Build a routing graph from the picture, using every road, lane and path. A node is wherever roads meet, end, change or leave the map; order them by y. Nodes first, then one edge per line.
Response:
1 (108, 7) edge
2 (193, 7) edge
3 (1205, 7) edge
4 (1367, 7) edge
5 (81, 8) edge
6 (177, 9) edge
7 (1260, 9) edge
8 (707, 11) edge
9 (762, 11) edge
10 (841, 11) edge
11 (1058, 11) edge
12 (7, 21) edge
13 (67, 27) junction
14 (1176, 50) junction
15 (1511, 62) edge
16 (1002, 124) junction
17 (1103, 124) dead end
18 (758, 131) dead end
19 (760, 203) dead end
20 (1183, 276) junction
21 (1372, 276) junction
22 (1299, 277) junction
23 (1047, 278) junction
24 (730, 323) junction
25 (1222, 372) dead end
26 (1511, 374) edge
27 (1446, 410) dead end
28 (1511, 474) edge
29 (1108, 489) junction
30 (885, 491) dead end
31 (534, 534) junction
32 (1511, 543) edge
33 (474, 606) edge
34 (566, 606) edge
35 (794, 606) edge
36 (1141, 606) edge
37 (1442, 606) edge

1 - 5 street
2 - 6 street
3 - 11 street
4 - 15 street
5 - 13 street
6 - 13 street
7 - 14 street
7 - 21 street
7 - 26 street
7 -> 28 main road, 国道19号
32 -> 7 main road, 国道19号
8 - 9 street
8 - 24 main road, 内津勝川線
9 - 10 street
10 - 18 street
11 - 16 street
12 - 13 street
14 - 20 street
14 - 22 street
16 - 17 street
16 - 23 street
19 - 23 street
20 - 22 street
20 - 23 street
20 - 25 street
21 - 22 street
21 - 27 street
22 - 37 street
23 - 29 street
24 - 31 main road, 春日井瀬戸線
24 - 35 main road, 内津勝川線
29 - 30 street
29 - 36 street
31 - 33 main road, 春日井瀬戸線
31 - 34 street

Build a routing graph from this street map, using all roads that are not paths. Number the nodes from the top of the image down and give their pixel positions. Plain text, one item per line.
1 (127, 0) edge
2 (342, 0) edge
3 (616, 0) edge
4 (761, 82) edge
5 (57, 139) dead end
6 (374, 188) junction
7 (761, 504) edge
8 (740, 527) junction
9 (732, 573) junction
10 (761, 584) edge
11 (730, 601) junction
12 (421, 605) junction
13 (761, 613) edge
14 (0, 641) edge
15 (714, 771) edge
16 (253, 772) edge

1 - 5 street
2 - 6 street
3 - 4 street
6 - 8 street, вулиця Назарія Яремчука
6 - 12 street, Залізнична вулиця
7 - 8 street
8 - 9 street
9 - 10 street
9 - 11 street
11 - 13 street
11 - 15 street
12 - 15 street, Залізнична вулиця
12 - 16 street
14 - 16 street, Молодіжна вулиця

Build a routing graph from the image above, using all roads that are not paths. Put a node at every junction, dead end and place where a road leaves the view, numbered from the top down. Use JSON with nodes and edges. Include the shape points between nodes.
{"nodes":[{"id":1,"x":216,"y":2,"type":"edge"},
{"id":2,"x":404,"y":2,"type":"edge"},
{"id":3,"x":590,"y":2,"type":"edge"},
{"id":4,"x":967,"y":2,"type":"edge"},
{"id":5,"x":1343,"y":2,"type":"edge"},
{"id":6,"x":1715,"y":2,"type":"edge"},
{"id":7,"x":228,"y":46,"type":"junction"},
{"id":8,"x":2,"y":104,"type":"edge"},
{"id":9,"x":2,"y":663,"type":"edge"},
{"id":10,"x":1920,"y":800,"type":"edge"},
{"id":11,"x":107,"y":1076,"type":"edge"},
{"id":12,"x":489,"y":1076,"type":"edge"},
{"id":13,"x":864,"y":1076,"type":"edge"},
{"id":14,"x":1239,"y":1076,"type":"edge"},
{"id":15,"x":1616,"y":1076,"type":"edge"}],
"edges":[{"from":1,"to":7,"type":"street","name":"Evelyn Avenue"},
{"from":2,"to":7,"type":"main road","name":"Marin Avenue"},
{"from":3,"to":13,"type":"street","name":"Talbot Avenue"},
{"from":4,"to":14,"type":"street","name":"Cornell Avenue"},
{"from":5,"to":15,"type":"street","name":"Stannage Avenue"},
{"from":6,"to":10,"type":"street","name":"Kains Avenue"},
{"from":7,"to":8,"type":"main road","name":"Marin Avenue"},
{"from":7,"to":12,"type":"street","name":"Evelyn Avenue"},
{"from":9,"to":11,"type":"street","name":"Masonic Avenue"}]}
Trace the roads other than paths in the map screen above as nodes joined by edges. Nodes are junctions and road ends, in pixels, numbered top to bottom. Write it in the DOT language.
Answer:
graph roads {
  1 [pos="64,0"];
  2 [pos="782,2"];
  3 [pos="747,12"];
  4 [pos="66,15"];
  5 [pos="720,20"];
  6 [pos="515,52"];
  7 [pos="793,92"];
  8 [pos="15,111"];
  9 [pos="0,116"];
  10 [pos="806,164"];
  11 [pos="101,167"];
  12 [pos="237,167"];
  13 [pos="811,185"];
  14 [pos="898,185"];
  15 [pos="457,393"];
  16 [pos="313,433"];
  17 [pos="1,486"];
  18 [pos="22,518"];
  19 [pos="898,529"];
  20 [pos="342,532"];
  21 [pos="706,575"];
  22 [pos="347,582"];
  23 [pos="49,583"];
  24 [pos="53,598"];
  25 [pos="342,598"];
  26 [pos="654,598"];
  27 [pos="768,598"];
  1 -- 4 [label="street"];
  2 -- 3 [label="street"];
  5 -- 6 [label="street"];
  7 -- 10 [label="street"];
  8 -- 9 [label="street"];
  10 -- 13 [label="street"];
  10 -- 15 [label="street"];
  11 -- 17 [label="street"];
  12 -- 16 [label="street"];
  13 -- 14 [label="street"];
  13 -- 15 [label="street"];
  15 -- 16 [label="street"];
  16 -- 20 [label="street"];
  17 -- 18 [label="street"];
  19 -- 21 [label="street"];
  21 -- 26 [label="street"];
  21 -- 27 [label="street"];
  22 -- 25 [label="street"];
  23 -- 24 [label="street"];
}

----------

# What the task asks
Reproduce every record above exactly.

# Solution to the exercise
Build a routing graph from the picture, using every road, lane and path. A node is wherever roads meet, end, change or leave the map; order them by y. Nodes first, then one edge per line.
Response:
1 (108, 7) edge
2 (193, 7) edge
3 (1205, 7) edge
4 (1367, 7) edge
5 (81, 8) edge
6 (177, 9) edge
7 (1260, 9) edge
8 (707, 11) edge
9 (762, 11) edge
10 (841, 11) edge
11 (1058, 11) edge
12 (7, 21) edge
13 (67, 27) junction
14 (1176, 50) junction
15 (1511, 62) edge
16 (1002, 124) junction
17 (1103, 124) dead end
18 (758, 131) dead end
19 (760, 203) dead end
20 (1183, 276) junction
21 (1372, 276) junction
22 (1299, 277) junction
23 (1047, 278) junction
24 (730, 323) junction
25 (1222, 372) dead end
26 (1511, 374) edge
27 (1446, 410) dead end
28 (1511, 474) edge
29 (1108, 489) junction
30 (885, 491) dead end
31 (534, 534) junction
32 (1511, 543) edge
33 (474, 606) edge
34 (566, 606) edge
35 (794, 606) edge
36 (1141, 606) edge
37 (1442, 606) edge

1 - 5 street
2 - 6 street
3 - 11 street
4 - 15 street
5 - 13 street
6 - 13 street
7 - 14 street
7 - 21 street
7 - 26 street
7 -> 28 main road, 国道19号
32 -> 7 main road, 国道19号
8 - 9 street
8 - 24 main road, 内津勝川線
9 - 10 street
10 - 18 street
11 - 16 street
12 - 13 street
14 - 20 street
14 - 22 street
16 - 17 street
16 - 23 street
19 - 23 street
20 - 22 street
20 - 23 street
20 - 25 street
21 - 22 street
21 - 27 street
22 - 37 street
23 - 29 street
24 - 31 main road, 春日井瀬戸線
24 - 35 main road, 内津勝川線
29 - 30 street
29 - 36 street
31 - 33 main road, 春日井瀬戸線
31 - 34 street

Build a routing graph from this street map, using all roads that are not paths. Number the nodes from the top of the image down and give their pixel positions. Plain text, one item per line.
1 (127, 0) edge
2 (342, 0) edge
3 (616, 0) edge
4 (761, 82) edge
5 (57, 139) dead end
6 (374, 188) junction
7 (761, 504) edge
8 (740, 527) junction
9 (732, 573) junction
10 (761, 584) edge
11 (730, 601) junction
12 (421, 605) junction
13 (761, 613) edge
14 (0, 641) edge
15 (714, 771) edge
16 (253, 772) edge

1 - 5 street
2 - 6 street
3 - 4 street
6 - 8 street, вулиця Назарія Яремчука
6 - 12 street, Залізнична вулиця
7 - 8 street
8 - 9 street
9 - 10 street
9 - 11 street
11 - 13 street
11 - 15 street
12 - 15 street, Залізнична вулиця
12 - 16 street
14 - 16 street, Молодіжна вулиця

Build a routing graph from the image above, using all roads that are not paths. Put a node at every junction, dead end and place where a road leaves the view, numbered from the top down. Use JSON with nodes and edges. Include the shape points between nodes.
{"nodes":[{"id":1,"x":216,"y":2,"type":"edge"},
{"id":2,"x":404,"y":2,"type":"edge"},
{"id":3,"x":590,"y":2,"type":"edge"},
{"id":4,"x":967,"y":2,"type":"edge"},
{"id":5,"x":1343,"y":2,"type":"edge"},
{"id":6,"x":1715,"y":2,"type":"edge"},
{"id":7,"x":228,"y":46,"type":"junction"},
{"id":8,"x":2,"y":104,"type":"edge"},
{"id":9,"x":2,"y":663,"type":"edge"},
{"id":10,"x":1920,"y":800,"type":"edge"},
{"id":11,"x":107,"y":1076,"type":"edge"},
{"id":12,"x":489,"y":1076,"type":"edge"},
{"id":13,"x":864,"y":1076,"type":"edge"},
{"id":14,"x":1239,"y":1076,"type":"edge"},
{"id":15,"x":1616,"y":1076,"type":"edge"}],
"edges":[{"from":1,"to":7,"type":"street","name":"Evelyn Avenue"},
{"from":2,"to":7,"type":"main road","name":"Marin Avenue"},
{"from":3,"to":13,"type":"street","name":"Talbot Avenue"},
{"from":4,"to":14,"type":"street","name":"Cornell Avenue"},
{"from":5,"to":15,"type":"street","name":"Stannage Avenue"},
{"from":6,"to":10,"type":"street","name":"Kains Avenue"},
{"from":7,"to":8,"type":"main road","name":"Marin Avenue"},
{"from":7,"to":12,"type":"street","name":"Evelyn Avenue"},
{"from":9,"to":11,"type":"street","name":"Masonic Avenue"}]}
Trace the roads other than paths in the map screen above as nodes joined by edges. Nodes are junctions and road ends, in pixels, numbered top to bottom. Write it in the DOT language.
Answer:
graph roads {
  1 [pos="64,0"];
  2 [pos="782,2"];
  3 [pos="747,12"];
  4 [pos="66,15"];
  5 [pos="720,20"];
  6 [pos="515,52"];
  7 [pos="793,92"];
  8 [pos="15,111"];
  9 [pos="0,116"];
  10 [pos="806,164"];
  11 [pos="101,167"];
  12 [pos="237,167"];
  13 [pos="811,185"];
  14 [pos="898,185"];
  15 [pos="457,393"];
  16 [pos="313,433"];
  17 [pos="1,486"];
  18 [pos="22,518"];
  19 [pos="898,529"];
  20 [pos="342,532"];
  21 [pos="706,575"];
  22 [pos="347,582"];
  23 [pos="49,583"];
  24 [pos="53,598"];
  25 [pos="342,598"];
  26 [pos="654,598"];
  27 [pos="768,598"];
  1 -- 4 [label="street"];
  2 -- 3 [label="street"];
  5 -- 6 [label="street"];
  7 -- 10 [label="street"];
  8 -- 9 [label="street"];
  10 -- 13 [label="street"];
  10 -- 15 [label="street"];
  11 -- 17 [label="street"];
  12 -- 16 [label="street"];
  13 -- 14 [label="street"];
  13 -- 15 [label="street"];
  15 -- 16 [label="street"];
  16 -- 20 [label="street"];
  17 -- 18 [label="street"];
  19 -- 21 [label="street"];
  21 -- 26 [label="street"];
  21 -- 27 [label="street"];
  22 -- 25 [label="street"];
  23 -- 24 [label="street"];
}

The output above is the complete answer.